Много лет подряд Саломоны почти ни с кем не водили знакомства. Благочестивые евреи не жаловали этот дом, где даже не считали нужным умалчивать о своём неверии (причём фру Леа была ещё более откровенна, чем её муж), а светская жизнь в свою очередь не прельщала Саломонов, и потому они ограничились тем, что принимали у себя два раза в месяц, а близких друзей уведомили, что будут им рады в любое время.
Но когда вернулся из Германии Ивэн и подросла Нанни, всё переменилось. Правда, Ивэну не вполне удалось превратить родительский дом в некоторое подобие княжеского двора эпохи Возрождения, однако к Саломонам стали вхожи наиболее известные представители молодого поколения и среди них писатели и художники.
Якоба по-прежнему почти круглый год жила за границей. В старом швейцарском пансионе она обрела второй дом; здесь, среди высоких гор, мечтала она укрепить своё здоровье, ставшее с годами ещё более хрупким. Правда, лето она вместе с родителями проводила на даче, но с первыми же заморозками — и при первой угрозе возобновления светского сезона — немедленно исчезала. И вдруг — Якобе шёл тогда девятнадцатый год — всего через месяц после её отъезда в пансион родители получили от неё какое-то сумбурное письмо, где она как бы между прочим сообщала, что собирается насовсем вернуться домой. Через несколько дней пришло другое письмо, в котором Якоба извещала домашних о своём скором приезде, а вслед за ним телеграмма — уже с дороги — о том, что завтра прибудет в Копенгаген.

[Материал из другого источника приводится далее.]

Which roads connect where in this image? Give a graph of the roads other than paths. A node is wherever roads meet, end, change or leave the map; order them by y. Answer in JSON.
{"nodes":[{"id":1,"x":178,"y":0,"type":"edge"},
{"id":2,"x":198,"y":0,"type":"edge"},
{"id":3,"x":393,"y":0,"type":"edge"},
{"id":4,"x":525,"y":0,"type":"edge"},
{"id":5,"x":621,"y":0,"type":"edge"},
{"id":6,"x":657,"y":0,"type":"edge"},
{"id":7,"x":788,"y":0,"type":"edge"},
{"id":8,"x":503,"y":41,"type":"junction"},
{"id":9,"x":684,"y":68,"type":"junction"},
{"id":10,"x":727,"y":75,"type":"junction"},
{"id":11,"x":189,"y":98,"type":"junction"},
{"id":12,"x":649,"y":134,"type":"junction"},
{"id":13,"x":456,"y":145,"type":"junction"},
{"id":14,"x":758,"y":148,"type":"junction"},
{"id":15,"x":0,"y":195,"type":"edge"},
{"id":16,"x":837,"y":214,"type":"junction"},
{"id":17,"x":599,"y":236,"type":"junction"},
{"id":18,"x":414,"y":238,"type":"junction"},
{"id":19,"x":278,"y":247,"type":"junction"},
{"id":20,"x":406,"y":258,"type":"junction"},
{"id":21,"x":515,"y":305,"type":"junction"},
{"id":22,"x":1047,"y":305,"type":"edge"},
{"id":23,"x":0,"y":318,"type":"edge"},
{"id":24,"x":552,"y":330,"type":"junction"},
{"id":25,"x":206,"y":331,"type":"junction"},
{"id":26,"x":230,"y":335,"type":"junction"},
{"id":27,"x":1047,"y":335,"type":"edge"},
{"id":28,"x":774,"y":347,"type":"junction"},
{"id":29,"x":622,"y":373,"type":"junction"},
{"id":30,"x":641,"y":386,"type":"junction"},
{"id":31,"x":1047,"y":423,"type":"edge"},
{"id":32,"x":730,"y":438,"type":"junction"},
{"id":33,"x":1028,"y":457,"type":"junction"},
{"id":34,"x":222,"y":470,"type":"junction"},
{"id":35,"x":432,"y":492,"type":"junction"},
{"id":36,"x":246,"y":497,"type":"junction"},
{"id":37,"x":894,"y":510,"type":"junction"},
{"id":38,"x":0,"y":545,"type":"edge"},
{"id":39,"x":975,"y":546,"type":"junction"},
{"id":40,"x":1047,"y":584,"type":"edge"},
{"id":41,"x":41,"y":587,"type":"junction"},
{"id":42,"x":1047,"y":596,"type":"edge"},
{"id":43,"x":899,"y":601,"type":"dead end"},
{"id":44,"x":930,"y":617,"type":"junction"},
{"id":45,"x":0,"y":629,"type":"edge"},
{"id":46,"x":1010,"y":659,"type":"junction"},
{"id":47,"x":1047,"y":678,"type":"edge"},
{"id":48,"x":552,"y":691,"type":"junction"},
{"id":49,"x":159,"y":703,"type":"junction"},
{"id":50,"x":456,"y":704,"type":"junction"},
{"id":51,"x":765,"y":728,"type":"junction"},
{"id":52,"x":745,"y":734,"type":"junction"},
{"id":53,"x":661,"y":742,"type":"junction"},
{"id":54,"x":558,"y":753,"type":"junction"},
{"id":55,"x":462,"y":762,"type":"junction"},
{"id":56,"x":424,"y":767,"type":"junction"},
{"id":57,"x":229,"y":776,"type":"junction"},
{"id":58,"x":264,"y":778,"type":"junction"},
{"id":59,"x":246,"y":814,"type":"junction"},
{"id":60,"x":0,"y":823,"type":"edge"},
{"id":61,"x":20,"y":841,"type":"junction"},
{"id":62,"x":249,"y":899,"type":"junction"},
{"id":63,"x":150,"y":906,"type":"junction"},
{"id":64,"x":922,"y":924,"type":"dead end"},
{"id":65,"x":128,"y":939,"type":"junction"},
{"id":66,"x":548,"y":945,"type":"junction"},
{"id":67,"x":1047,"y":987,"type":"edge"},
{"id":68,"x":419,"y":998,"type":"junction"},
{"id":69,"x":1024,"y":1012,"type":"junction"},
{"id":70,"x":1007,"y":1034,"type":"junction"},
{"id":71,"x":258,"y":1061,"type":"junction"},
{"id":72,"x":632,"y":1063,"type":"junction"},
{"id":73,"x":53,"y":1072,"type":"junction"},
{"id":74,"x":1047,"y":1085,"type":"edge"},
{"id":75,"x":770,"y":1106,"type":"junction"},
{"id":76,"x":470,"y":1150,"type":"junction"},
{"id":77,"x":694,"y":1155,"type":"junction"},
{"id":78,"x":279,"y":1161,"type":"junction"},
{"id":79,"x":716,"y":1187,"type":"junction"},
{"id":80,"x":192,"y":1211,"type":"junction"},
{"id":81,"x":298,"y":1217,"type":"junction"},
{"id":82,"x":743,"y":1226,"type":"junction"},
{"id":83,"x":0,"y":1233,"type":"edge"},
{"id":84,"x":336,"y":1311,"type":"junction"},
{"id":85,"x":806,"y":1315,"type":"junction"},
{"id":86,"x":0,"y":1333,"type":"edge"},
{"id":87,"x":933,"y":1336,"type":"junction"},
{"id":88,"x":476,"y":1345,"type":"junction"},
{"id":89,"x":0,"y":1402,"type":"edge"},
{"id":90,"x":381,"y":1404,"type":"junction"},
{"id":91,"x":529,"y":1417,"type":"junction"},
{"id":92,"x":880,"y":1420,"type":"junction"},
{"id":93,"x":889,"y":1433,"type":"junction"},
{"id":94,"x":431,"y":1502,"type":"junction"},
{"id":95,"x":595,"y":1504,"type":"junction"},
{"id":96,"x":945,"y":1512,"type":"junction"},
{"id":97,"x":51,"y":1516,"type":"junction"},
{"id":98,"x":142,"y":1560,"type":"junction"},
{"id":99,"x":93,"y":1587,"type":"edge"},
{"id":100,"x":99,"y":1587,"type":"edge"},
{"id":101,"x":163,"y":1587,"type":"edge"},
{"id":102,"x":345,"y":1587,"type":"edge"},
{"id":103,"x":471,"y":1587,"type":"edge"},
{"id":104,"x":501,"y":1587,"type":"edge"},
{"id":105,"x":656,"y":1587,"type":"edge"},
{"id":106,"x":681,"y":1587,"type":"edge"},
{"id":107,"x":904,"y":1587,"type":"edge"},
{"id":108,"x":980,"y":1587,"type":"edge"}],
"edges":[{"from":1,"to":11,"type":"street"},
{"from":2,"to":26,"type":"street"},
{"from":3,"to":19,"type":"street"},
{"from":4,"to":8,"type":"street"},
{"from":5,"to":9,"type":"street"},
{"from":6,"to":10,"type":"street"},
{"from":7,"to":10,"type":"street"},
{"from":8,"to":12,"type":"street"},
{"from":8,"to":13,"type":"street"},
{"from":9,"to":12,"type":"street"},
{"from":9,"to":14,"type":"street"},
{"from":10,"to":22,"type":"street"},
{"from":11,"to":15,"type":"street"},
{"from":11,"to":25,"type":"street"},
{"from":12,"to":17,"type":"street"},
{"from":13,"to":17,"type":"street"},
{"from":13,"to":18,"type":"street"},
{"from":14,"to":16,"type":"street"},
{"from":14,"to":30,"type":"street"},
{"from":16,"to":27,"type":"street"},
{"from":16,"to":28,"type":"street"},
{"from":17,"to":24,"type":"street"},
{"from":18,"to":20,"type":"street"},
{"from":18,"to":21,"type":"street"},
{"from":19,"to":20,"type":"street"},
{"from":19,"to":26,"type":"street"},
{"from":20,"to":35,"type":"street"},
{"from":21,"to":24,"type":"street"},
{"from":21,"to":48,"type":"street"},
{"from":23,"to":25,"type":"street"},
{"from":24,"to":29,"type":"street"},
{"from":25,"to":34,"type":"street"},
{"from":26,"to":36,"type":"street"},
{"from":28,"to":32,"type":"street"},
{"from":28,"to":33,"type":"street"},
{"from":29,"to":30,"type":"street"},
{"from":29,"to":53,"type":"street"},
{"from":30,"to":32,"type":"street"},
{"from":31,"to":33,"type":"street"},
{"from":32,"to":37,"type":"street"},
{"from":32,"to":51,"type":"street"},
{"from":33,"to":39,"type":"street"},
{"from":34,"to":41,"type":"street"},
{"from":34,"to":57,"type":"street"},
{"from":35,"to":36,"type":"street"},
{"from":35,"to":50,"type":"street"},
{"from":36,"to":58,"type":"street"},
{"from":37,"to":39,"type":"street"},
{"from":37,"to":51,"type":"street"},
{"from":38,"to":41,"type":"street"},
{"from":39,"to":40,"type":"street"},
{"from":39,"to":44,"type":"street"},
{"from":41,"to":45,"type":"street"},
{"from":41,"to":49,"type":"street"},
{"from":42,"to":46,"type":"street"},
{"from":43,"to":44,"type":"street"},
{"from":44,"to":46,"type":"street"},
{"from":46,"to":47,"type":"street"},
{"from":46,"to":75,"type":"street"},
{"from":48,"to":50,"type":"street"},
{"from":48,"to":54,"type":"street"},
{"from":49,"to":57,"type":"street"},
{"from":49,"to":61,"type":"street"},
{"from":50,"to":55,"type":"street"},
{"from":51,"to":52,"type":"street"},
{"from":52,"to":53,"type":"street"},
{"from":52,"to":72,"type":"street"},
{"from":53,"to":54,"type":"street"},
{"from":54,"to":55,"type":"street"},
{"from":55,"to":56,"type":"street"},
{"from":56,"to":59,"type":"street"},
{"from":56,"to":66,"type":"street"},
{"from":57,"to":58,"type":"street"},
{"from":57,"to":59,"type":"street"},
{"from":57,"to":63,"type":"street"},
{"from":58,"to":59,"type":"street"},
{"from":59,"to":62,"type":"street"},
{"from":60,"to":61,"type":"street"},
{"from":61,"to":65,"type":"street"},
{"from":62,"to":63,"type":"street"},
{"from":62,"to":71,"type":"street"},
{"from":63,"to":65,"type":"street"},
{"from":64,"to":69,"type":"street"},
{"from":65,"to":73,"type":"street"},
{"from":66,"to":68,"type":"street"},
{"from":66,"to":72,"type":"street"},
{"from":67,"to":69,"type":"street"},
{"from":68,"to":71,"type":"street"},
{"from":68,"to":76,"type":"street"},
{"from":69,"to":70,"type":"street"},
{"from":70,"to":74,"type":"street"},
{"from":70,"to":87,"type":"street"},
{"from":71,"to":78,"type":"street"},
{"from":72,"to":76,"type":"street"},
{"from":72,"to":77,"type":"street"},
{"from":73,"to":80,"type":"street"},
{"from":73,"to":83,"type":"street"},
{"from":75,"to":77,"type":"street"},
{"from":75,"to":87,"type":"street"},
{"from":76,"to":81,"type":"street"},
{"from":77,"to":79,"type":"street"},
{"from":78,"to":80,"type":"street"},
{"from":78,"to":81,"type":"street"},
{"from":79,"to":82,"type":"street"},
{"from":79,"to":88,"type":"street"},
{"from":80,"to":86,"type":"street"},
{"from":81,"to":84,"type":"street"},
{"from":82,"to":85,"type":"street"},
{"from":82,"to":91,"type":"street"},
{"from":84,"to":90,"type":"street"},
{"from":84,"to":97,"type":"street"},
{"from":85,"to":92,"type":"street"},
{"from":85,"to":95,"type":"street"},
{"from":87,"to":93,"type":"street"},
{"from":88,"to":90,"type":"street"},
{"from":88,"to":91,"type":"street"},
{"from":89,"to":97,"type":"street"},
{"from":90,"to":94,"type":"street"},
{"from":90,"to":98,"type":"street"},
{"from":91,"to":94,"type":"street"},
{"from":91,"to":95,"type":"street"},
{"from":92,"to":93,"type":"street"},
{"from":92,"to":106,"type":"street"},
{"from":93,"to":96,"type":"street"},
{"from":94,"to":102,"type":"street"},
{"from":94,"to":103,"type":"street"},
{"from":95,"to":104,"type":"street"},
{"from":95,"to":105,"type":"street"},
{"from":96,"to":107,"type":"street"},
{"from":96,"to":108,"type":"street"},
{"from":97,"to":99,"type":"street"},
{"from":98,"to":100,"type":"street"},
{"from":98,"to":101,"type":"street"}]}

Хотя родители привыкли к той поспешности, с какой Якоба осуществляла свои решения, на сей раз и они забеспокоились, смутно догадываясь, что у Якобы есть какие-то особенно серьёзные причины торопиться с отъездом. Фру Леа высказала мужу предположение, что здесь, вероятно, замешан мужчина. Минувшим летом Якоба с большим жаром рассказывала о некоем адвокате и крупном политическом деятеле из южной Германии. Адвокат этот приходился племянником директрисе пансиона и несколько раз заезжал в гости к тётке. Фру Леа хорошо знала натуру дочери, уже послужившую причиной множества жестоких разочарований. И действительно, когда Якоба вернулась, можно было сразу понять, что её сердце разбито, но поскольку сама она не вызвалась объяснить родителям, в чём дело, и сказала только, что ей стало одиноко среди новых пансионерок и потому её потянуло домой, никто не стал приставать к ней с расспросами, а уж мать и подавно, ибо именно она всегда требовала уважать тайны сердца и, например, за много лет совместной жизни так и не открыла мужу, почему она никогда не позволяет ему целовать свою правую руку. Она просто сказала, что в молодости дала такой обет тому, кого любила, в священную для обоих минуту.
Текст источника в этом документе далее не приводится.